Poi c’è stato il calcio, quello giocato, con le sue ansie e le sue liturgie. I primi successi, la classifica che metteva in testa il Potenza, la fine del girone di andata e le poche sconfitte maturate. I gol del brasiliano, quelli del siciliano, le corse intelligenti del numero 3 e quelle ubriacanti dell’argentino. Punti su punti. Gol su gol. Il cuore si era fermato in gola per la sconfitta della semifinale di ritorno della Coppa Italia di categoria, ma quella domenica, 29 aprile, finalmente la gioia era esplosa in tutta la sua forza e con tutta la sua bellezza. A fine partita, dominata dai padroni di casa, una pacifica invasione di campo colorò lo stadio ed il tappeto verde. Generazioni, insieme, in questa orchestra di cori e sorrisi, lacrime e abbracci. Lui guardava dall’alto questa festa di popolo, ogni tanto fotografava per averne una memoria visiva. Sapeva che quella domenica sarebbe entrata nella storia di Potenza e della sua comunità, lo sapevano tutti. Sentiva che era bello farne parte, che tenere la mano ad Anna che festeggiava vestita dai colori della sua città era quanto di più bello potesse vivere. Sentiva che quella storia iniziava ad appartenergli. E così, preso da uno straordinario entusiasmo, iniziò a cantare a squarcia gola i cori della Curva Ovest.

Scesero anche loro in campo, andarono verso gli spogliatoi dove i calciatori stavano festeggiando insieme ai tifosi. C’erano cuori che battevano,  mani che si agitavano, occhi che lacrimavano di gioia, bambini che si tuffavano sul prato e ragazzi di ogni età che si riunivano n piccoli capannelli per un selfie di rito.  Spinti dall’entusiasmo, arrivarono fin sotto l’ingresso degli spogliatoi, dove un gruppetto di tifosi continuava ancora ad inneggiare i propri beniamini, ormai bagnati da acqua e bollicine francesi. Giuseppe, un collega giornalista di una testata locale, che trasmetteva in diretta i festeggiamenti in corso, lo chiamò al microfono per commentare, con occhi stranieri, quanto stesse accadendo in città e sul manto erboso del Viviani. Colto di sorpresa, e visibilmente imbarazzato, si limitò a dire che quello che stava vedendo era la prova del fatto che il calcio non era solo uno sport, ma una perfetta metafora della vita, delle sue evoluzioni e delle sue curve. Sentì di ringraziare Potenza, la sua squadra, la sua gente, per questa giornata così bella da far tremare le vene ai polsi. Disse molto altro, soprattutto di calcio giocato e del suo racconto, facendo i complimenti proprio a quella piccola testata giornalistica online che aveva scommesso, ed investito, sullo streaming delle dirette di una squadra di calcio di dilettanti, ma che aveva stravolto tutte le teorie, o presunte tali, della comunicazione e del giornalismo hyperlocal.

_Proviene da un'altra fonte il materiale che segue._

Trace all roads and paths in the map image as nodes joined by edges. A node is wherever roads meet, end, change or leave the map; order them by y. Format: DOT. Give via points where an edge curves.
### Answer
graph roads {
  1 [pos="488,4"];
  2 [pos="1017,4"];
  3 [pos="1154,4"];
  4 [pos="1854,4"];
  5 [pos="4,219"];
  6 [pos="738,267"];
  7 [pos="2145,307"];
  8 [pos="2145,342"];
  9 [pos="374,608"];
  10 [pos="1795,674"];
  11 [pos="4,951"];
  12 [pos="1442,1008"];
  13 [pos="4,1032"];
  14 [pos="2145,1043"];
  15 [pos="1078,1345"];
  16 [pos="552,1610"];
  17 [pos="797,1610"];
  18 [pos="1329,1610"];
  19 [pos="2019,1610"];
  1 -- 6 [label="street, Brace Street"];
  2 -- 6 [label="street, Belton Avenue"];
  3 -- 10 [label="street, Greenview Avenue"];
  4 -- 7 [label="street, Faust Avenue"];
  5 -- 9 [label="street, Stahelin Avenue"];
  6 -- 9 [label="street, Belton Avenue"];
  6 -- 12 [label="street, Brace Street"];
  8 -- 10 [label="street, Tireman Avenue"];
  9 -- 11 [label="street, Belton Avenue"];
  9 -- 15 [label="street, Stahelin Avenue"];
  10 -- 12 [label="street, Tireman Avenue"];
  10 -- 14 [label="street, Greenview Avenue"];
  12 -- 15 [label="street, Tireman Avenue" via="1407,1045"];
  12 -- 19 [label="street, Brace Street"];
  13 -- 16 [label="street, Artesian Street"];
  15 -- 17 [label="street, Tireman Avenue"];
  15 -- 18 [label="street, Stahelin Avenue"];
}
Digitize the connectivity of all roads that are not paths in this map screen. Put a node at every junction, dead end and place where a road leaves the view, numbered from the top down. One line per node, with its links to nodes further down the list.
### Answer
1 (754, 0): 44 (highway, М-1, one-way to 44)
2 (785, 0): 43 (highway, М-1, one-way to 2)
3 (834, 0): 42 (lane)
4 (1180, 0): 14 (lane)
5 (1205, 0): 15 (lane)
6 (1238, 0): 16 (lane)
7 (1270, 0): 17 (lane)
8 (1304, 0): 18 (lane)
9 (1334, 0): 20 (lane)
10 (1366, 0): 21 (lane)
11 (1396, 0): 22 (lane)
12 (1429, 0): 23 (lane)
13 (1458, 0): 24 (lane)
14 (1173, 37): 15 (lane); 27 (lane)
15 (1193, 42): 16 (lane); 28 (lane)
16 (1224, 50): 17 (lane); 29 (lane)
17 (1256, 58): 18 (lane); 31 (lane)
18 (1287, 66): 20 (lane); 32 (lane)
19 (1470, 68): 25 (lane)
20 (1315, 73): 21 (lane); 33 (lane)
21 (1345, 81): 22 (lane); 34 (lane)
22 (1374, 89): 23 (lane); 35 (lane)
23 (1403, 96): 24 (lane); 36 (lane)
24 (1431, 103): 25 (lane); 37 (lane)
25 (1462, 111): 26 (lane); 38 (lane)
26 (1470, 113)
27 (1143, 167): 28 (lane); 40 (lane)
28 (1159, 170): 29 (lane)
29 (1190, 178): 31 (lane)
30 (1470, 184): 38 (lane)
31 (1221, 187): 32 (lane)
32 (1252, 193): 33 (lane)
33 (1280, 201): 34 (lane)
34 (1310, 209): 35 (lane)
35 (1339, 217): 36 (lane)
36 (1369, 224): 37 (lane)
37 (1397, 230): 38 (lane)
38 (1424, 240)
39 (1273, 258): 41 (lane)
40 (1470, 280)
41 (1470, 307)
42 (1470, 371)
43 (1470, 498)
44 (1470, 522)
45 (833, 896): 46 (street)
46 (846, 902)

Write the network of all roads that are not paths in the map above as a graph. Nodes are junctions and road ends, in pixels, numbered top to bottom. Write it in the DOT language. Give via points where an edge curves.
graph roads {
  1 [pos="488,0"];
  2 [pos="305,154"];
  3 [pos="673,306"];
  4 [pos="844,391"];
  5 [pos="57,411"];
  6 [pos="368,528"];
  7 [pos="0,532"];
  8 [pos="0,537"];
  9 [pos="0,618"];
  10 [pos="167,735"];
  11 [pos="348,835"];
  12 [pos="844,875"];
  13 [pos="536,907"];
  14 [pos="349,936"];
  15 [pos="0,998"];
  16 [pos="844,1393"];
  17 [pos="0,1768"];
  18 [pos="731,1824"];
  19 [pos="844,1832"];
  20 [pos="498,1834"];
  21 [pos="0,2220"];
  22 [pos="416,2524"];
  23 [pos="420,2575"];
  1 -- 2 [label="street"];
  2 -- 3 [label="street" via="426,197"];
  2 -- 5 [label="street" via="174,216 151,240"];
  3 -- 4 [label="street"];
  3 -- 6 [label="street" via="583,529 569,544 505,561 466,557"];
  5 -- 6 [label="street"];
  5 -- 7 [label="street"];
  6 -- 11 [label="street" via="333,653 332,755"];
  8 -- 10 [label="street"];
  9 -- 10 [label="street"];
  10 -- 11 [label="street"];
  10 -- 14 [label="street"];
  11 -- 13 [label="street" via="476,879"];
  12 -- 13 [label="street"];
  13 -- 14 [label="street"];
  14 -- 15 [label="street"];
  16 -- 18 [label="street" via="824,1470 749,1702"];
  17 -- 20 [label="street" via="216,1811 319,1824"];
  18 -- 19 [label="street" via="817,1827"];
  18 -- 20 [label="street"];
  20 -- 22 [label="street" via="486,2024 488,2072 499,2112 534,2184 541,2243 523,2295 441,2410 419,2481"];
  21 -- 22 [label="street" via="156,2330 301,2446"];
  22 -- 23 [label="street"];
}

Con altri amici, uscirono dallo stadio e seguirono il corteo dei tifosi che si arrampicava verso il centro storico. Non avevano alcuna voglia di tornarne a casa, tanta era l’adrenalina in corpo che lasciarono l’auto vicino lo stadio e se ne andarono, a piedi, lungo le strade in salita che attraversano la città verticale.

Nella piazza centrale, fumogeni e bandiere coloravano la notte. Tutte le generazioni, insieme, unite da un solo grande amore. Loro si baciarono a lungo, in ogni angolo, in ogni vicolo che attraversavano,  e in un tempo lunghissimo e gonfio di avvenire.